After scientists discovered a huge hole in the ozone layer above the Antarctic in 1987, an emergency UN panel banned the use of chlorofluorocarbons (CFCs) under the Montreal Protocol. CFCs build up in the atmosphere and react with the triple oxygen molecule to break it down. Thirty years later, the ozone hole is widely considered plugged — problem solved. Not so fast, caution scientists at the University of East Anglia in the UK. According to a new study, there are still threats to the delicate cushion in the stratosphere shielding us from harmful UV rays, which are due to harmful substances not regulated by the treaty.
A hole in the ozone (and the Montreal Protocol)
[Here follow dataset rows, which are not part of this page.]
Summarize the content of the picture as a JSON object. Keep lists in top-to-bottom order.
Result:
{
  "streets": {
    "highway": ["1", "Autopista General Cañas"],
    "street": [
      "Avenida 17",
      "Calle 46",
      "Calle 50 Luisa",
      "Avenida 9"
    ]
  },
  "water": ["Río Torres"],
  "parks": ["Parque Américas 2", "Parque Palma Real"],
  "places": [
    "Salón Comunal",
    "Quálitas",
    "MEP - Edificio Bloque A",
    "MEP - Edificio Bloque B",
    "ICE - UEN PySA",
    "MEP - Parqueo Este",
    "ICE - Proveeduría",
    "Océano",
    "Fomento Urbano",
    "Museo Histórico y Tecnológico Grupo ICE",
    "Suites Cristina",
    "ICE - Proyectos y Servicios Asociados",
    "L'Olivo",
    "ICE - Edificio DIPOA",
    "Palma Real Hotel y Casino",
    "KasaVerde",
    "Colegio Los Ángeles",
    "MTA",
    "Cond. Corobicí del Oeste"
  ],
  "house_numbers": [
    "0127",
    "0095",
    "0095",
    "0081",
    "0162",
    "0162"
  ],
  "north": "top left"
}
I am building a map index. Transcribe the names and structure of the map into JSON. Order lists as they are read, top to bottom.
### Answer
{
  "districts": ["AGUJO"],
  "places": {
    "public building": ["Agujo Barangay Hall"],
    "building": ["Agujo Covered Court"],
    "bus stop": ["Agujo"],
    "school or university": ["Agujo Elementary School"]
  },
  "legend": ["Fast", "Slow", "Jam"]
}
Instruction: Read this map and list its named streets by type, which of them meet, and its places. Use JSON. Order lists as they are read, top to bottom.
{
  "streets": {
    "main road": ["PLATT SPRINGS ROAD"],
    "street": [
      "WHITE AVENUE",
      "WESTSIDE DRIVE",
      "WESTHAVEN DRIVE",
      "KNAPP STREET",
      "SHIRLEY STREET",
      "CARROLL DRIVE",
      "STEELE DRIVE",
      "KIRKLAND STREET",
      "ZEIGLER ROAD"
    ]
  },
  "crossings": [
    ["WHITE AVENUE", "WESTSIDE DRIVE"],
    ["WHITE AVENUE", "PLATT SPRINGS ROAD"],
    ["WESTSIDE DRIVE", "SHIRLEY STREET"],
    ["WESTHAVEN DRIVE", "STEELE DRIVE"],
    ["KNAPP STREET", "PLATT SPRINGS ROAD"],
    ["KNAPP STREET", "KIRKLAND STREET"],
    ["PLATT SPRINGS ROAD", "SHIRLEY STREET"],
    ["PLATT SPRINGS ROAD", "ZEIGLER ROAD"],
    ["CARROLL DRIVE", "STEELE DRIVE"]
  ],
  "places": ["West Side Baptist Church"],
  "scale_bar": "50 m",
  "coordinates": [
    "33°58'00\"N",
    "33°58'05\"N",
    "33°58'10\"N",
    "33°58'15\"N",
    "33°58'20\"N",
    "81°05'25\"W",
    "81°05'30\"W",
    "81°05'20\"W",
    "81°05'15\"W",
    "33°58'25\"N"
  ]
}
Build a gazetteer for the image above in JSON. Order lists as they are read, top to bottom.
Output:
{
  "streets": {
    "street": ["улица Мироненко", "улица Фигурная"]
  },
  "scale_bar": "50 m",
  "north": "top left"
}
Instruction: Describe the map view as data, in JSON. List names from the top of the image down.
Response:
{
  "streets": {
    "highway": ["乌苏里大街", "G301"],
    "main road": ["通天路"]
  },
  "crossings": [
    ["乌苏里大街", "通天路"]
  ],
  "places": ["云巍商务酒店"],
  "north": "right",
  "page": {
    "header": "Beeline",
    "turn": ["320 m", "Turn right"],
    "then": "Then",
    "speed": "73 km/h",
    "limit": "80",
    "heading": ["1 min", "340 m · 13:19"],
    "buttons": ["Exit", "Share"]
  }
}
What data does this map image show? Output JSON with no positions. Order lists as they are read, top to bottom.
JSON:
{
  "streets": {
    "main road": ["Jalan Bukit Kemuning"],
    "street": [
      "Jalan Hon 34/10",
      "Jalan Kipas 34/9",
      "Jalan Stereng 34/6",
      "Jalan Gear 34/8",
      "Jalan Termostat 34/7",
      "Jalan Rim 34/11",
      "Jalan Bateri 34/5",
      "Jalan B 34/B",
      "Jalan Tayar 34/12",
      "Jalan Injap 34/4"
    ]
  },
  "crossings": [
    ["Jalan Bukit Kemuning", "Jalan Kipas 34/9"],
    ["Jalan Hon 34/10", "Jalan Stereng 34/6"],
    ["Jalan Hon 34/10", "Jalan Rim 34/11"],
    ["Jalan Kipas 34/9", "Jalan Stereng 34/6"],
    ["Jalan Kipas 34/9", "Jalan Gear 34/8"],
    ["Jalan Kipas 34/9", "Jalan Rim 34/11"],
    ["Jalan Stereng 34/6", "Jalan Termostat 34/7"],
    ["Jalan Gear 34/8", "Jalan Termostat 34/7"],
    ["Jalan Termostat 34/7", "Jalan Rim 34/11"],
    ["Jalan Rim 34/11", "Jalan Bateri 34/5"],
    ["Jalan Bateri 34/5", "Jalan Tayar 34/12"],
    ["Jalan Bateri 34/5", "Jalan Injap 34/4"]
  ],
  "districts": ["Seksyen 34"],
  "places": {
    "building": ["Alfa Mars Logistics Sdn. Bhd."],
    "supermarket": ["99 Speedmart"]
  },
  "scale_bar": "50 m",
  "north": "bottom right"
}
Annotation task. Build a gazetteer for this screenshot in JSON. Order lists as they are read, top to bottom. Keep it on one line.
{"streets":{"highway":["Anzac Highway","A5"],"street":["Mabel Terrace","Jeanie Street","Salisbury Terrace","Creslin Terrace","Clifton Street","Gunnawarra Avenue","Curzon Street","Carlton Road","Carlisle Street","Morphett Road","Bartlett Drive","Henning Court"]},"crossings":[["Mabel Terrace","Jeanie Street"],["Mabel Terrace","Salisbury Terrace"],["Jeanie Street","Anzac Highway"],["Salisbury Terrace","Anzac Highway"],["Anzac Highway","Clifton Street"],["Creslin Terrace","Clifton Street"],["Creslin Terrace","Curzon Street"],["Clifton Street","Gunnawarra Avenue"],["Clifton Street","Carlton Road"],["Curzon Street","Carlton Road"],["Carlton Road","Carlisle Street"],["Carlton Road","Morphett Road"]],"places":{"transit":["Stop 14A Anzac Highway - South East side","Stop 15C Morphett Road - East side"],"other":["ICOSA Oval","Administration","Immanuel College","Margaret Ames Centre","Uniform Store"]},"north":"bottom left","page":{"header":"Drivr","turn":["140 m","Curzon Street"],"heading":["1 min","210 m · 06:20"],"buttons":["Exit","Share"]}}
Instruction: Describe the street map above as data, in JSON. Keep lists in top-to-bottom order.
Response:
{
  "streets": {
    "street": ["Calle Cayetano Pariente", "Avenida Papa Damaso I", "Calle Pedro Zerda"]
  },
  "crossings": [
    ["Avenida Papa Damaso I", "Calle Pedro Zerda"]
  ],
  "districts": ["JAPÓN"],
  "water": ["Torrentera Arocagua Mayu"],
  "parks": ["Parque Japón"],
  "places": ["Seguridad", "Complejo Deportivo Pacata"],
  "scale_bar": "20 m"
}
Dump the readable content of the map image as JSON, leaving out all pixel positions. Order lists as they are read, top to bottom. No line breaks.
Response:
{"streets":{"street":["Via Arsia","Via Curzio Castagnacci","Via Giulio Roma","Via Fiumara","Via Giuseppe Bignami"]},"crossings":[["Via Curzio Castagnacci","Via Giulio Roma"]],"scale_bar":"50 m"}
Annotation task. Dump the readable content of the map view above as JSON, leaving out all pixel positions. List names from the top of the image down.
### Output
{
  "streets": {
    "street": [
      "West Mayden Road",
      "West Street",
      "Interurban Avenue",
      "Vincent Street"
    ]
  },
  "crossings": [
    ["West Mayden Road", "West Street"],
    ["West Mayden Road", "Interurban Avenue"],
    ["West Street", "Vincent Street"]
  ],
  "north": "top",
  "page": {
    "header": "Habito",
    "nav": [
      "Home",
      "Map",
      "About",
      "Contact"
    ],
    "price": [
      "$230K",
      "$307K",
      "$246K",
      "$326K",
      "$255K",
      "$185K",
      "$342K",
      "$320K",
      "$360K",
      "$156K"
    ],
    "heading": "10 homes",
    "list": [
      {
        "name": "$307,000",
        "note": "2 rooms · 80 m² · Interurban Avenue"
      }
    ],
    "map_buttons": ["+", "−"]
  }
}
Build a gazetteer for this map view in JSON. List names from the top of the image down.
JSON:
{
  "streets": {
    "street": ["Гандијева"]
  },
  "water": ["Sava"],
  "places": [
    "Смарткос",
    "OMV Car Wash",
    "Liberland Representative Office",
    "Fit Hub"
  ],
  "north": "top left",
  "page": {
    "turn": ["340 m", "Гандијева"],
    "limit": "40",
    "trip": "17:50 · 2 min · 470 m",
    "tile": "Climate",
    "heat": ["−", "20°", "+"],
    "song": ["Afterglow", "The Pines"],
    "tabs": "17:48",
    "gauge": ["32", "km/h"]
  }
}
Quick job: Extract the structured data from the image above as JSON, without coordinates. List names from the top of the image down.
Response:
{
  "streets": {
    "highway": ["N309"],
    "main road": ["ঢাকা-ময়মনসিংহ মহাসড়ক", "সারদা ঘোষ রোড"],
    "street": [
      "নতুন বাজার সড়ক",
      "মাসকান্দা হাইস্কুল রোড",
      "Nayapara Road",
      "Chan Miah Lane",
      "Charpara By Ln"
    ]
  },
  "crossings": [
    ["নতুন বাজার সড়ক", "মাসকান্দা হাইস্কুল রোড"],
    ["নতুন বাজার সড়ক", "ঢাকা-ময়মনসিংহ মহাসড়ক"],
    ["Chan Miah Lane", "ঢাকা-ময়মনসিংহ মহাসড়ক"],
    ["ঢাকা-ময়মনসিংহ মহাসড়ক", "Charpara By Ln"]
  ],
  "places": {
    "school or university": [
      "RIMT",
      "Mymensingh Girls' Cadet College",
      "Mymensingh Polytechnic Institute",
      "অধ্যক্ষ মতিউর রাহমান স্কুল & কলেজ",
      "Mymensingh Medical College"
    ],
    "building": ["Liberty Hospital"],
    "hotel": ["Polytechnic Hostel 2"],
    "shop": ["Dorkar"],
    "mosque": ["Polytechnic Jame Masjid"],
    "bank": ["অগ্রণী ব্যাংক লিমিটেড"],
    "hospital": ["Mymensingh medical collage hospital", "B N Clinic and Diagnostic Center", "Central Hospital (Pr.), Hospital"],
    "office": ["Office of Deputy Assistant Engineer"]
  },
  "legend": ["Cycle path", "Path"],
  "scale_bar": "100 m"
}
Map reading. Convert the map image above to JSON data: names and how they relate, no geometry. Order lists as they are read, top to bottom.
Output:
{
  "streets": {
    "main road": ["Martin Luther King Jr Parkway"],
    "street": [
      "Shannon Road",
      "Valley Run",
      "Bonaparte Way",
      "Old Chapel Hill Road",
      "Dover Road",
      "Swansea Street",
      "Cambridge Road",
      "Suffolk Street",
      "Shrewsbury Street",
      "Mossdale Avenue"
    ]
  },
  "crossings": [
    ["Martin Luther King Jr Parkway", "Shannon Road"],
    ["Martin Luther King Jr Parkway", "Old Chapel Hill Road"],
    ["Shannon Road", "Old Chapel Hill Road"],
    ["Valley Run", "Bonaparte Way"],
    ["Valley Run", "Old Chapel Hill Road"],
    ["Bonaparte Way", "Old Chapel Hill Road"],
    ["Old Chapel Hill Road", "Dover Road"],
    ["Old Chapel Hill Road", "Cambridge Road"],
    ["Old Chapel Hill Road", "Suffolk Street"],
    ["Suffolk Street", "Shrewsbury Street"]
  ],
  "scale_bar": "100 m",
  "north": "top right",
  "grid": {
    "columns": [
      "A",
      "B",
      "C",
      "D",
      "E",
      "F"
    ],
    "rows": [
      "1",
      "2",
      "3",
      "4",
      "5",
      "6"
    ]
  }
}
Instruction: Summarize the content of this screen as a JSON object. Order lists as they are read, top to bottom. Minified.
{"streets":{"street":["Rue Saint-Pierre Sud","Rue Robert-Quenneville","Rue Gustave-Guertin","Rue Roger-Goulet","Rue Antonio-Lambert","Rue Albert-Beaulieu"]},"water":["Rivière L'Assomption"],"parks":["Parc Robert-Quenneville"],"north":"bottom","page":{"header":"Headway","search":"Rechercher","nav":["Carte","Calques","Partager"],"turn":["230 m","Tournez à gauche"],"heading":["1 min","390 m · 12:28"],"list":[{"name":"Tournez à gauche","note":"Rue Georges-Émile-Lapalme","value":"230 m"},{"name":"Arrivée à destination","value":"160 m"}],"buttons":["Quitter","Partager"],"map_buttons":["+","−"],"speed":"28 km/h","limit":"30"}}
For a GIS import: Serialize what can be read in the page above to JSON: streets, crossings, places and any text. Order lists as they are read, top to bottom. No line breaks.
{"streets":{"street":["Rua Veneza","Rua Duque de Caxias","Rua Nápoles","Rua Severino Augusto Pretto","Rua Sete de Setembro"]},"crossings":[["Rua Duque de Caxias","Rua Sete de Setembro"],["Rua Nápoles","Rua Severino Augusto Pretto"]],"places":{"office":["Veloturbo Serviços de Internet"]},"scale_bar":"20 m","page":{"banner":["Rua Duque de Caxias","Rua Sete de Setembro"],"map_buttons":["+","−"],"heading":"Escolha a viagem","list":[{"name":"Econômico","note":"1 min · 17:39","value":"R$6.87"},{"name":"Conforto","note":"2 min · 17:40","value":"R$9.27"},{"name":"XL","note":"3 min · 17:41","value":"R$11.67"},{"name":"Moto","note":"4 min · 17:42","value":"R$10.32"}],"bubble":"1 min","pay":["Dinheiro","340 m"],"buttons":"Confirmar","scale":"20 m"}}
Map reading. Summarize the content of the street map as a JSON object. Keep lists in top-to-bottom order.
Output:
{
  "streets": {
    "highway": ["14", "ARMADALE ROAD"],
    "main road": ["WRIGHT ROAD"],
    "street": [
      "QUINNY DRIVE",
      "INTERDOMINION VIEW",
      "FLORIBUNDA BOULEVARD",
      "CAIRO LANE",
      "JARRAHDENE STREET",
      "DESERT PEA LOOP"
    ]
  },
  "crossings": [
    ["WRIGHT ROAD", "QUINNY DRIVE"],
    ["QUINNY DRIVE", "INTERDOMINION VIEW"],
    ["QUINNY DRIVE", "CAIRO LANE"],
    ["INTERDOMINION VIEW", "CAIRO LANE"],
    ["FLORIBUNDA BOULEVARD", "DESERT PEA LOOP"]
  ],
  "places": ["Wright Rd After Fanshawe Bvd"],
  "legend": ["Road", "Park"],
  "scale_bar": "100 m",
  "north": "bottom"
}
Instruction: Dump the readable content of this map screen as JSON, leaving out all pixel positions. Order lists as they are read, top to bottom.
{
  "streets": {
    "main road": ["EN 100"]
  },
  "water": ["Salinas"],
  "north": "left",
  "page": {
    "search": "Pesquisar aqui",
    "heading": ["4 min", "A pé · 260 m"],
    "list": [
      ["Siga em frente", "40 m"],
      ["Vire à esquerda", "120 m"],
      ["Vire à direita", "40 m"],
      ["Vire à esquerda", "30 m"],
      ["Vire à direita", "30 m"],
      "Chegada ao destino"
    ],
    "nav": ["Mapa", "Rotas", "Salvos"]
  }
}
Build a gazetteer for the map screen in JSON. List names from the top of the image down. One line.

Many of the substances still harming the ozone layer were not included in the Montreal Protocol because their impact on the ozone layer was not considered damaging. Chemicals like dichloromethane, which has applications in paint stripping, agricultural fumigation, and pharmaceutical production, were thought to be “too short-lived to reach the stratosphere in large quantities,” explained David Oram, a research fellow at the UK’s National Centre for Atmospheric Science.
At ground level, ozone or smog is a poisonous chemical often expelled by vehicle exhaust. High up in the stratosphere, ozone builds up at altitudes between 10 and 50 km where it acts as a shield against the harmful ultraviolet rays, which can cause cancer. Ozone holes occur naturally from cooling, but man-made chemicals greatly accelerate their formation. Currently, the ozone hole above Antarctica is the size of North America.
Besides dichloromethane, another highly concentrated chemical identified in the stratosphere includes 1,2-dichloroethane — an ozone-depleting substance used to make PVC, a popular construction material. PVC manufacturing has surged in the last couple of years in China, its main hotspot. What was unexpected, however, was the steep rise in dichloromethane emissions (mainly sourced from China) since this is not only expensive but also toxic. “One would expect that care would be taken not to release [dichloroethane] into the atmosphere,” Oram commented in a public statement. Over the past decade, dichloromethane became approximately 60% more abundant in the atmosphere as compared to the early 2000s.
“Our estimates suggest that China may be responsible for around 50-60% of current global emissions [of dichloromethane], with other Asian countries, including India, likely to be significant emitters as well,” says Oram.
Even though these emissions originate in China and other locations around East Asia, these industrial pollutants can easily leach into the tropics, where the air is more readily lifted into the upper atmosphere. In other words, these chemicals, albeit short-lived, have the time to interact with the ozone layer before breaking down.
“We found that elevated concentrations of these same chemicals were present at altitudes of 12 km over tropical regions, many thousands of kilometres away from their likely source, and in a region where air is known to be transferred into the stratosphere,” says Oram.
Ozone layer recovery could be delayed by as many as 30 years by rising industrial pollutants
Right now, the chemicals in question are not present in quantities significant enough to tear a new hole in the ozone layer but at the current rate of development, that may change. As such, the authors of the new paper published in the journal Atmospheric Chemistry and Physics suggest this gap in the Montreal Protocol should be addressed by banning the chemicals or, at least, limiting their capability to leach into the atmosphere. According to Oram, the average date for ozone recovery, now set to 2050, could be delayed by 20-30 years, “depending on future emissions of things like dichloromethane.”
This is not the first study that identifies ‘very short-lived substances’ (VSLS) — chemicals which break down in less than six months — as ozone depleters. In 2015, a study published in Nature Geoscience found VSLS, dichloromethane included, are increasingly contributing to the depletion of the stratospheric shield.
“In the Antarctic region, where the ozone hole forms each year and where ozone decreases are the most dramatic, we estimate that VSLS account for about 12.5 per cent of the total ozone loss.”
“Globally averaged, the ozone loss due to VSLS in the lower stratosphere could be as much as 25 per cent, though it is much smaller at higher altitude,” Ryan Hossaini of the University of Leeds, UK, and lead author of the study said at the time.